The agreement, signed by 195 countries, states the “aim to reach global peaking of greenhouse gas emissions as soon as possible”. Nations will cut their emissions “rapidly” and “in accordance with best available science” to reach a “balance” between manmade emissions and carbon removals from the atmosphere after 2050, the text says.
In a departure from previous climate deals, the Paris agreement says all countries should aim to curb the global average temperature increase to “well below two degrees Celsius” above pre-industrial levels, and to “pursue efforts to limit the temperature increase to 1.5 degrees Celsius”.
What a difference a half-degree makes
Although not an official target, the reference to a 1.5 degree Celsius limit is a clear nod to the “high ambition coalition”, a group of over 100 countries that had pushed for stringent targets.

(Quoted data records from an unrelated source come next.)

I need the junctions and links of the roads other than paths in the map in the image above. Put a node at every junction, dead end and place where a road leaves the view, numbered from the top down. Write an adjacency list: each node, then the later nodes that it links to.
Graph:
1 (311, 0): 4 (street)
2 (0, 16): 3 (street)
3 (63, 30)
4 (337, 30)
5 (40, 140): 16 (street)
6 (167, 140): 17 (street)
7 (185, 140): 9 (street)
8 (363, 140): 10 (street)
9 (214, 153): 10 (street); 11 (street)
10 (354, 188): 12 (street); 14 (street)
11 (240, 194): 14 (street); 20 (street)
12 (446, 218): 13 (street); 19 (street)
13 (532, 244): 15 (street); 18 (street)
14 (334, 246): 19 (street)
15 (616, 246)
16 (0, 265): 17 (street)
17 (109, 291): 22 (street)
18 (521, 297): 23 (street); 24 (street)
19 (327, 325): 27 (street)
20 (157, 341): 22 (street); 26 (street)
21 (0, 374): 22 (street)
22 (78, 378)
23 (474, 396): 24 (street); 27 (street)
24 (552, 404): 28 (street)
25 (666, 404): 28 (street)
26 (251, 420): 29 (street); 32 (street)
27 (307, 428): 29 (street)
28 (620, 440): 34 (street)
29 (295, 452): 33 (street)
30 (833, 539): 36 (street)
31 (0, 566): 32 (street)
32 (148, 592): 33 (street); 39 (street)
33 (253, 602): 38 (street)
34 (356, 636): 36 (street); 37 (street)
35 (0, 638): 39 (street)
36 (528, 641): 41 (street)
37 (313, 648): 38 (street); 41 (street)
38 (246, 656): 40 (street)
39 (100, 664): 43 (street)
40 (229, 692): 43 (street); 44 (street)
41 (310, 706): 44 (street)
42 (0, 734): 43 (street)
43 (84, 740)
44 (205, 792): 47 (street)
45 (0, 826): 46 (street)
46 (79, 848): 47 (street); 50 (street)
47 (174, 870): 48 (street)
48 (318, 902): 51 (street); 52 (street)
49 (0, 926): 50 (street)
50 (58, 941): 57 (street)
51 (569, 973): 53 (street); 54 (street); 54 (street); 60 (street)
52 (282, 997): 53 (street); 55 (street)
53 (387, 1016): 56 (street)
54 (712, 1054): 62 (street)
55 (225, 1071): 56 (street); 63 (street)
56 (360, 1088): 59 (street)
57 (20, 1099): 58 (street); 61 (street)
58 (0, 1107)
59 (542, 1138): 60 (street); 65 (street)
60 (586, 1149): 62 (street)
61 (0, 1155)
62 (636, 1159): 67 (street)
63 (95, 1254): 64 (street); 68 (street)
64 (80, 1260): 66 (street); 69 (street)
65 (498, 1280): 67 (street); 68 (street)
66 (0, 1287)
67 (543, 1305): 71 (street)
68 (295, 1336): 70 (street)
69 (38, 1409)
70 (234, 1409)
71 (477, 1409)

This informal group includes some of the states most vulnerable to climate change, such as small island nations and arid African countries, as well as the European Union, the United States and other developed nations.
However, there is still a “gap between the science and the politics,” says Tim Gore, climate change policy lead at Oxfam International. On the one hand, the text recognises that the 1.5 degrees target is “a necessary guard rail to avoid the very worst impacts of climate change”, Gore says, but on the other hand the political action reflected in the text “falls some way short of that scientific benchmark”. The deal tasks the Intergovernmental Panel on Climate Change to produce a scientific report in 2018 on the impacts of global warming by 1.5 degrees Celsius. While some observers see this request as a stalling exercise, others are more optimistic.
“It's another tool to show that, ultimately, 1.5 degrees is the target the world should shoot for,” says Gore.
A previous report on the matter, issued by the COP Subsidiary Body for Scientific and Technological Advice, was rejected by India and Saudi Arabia during the negotiations.
Under the Paris agreement, governments must review their pledges to combat climate change, called intended nationally determined contributions, every five years. The IPCC report will give activists “a chance to take those findings and [put] pressure on countries to say 'here’s the benchmark, here’s what’s at stake',” Gore tells SciDev.Net.
In 2023, and every five years after that, governments will also take part in a “global stocktake” exercise to assess collective progress, “in the light of equity and the best available science”, the deal says.
“Science, including social sciences, will play a key role in implementing this agreement,” says the Research and Independent NGOs group, one of nine groups recognised by the UN as observers during the talks, as quoted by Jean-Pascal van Ypersele, IPCC vice-chair for its fifth assessment report, on Twitter.
Beyond tech transfer
The final agreement states that developing countries should be helped to build up their innovation systems through “collaborative approaches to research and development” and easing access to technology “in particular for early stages of the technology cycle”.
This means that the existing mechanisms under the United Nations Framework Convention on Climate Change “should really build innovation capabilities in developing countries, not just help them to train a few engineers to install and maintain solar panels,” says Heleen de Coninck, an environmental scientist at Radboud University in the Netherlands.
“What developing countries are interested in, and rightly so, is that their economies become more competitive [so they are] not dependent on other countries” to buy technology that may be expensive or inappropriate for local conditions, she says.
Some developed countries pushed backed against that idea, possibly for fear that developing countries become serious technology competitors, de Coninck explains. She says that the final, mildly-worded mention of collaborative R&D is a small win for developing countries.
The agreement sets a goal for developed countries to build up a fund that would pay out at least US$100 billion per year by 2020 “to further provide appropriate technology and capacity-building support” to poorer nations – a figure that is set to increase in future reviews. “Technology doesn’t get that much attention. Finance is the main bargaining chip,” says Gore.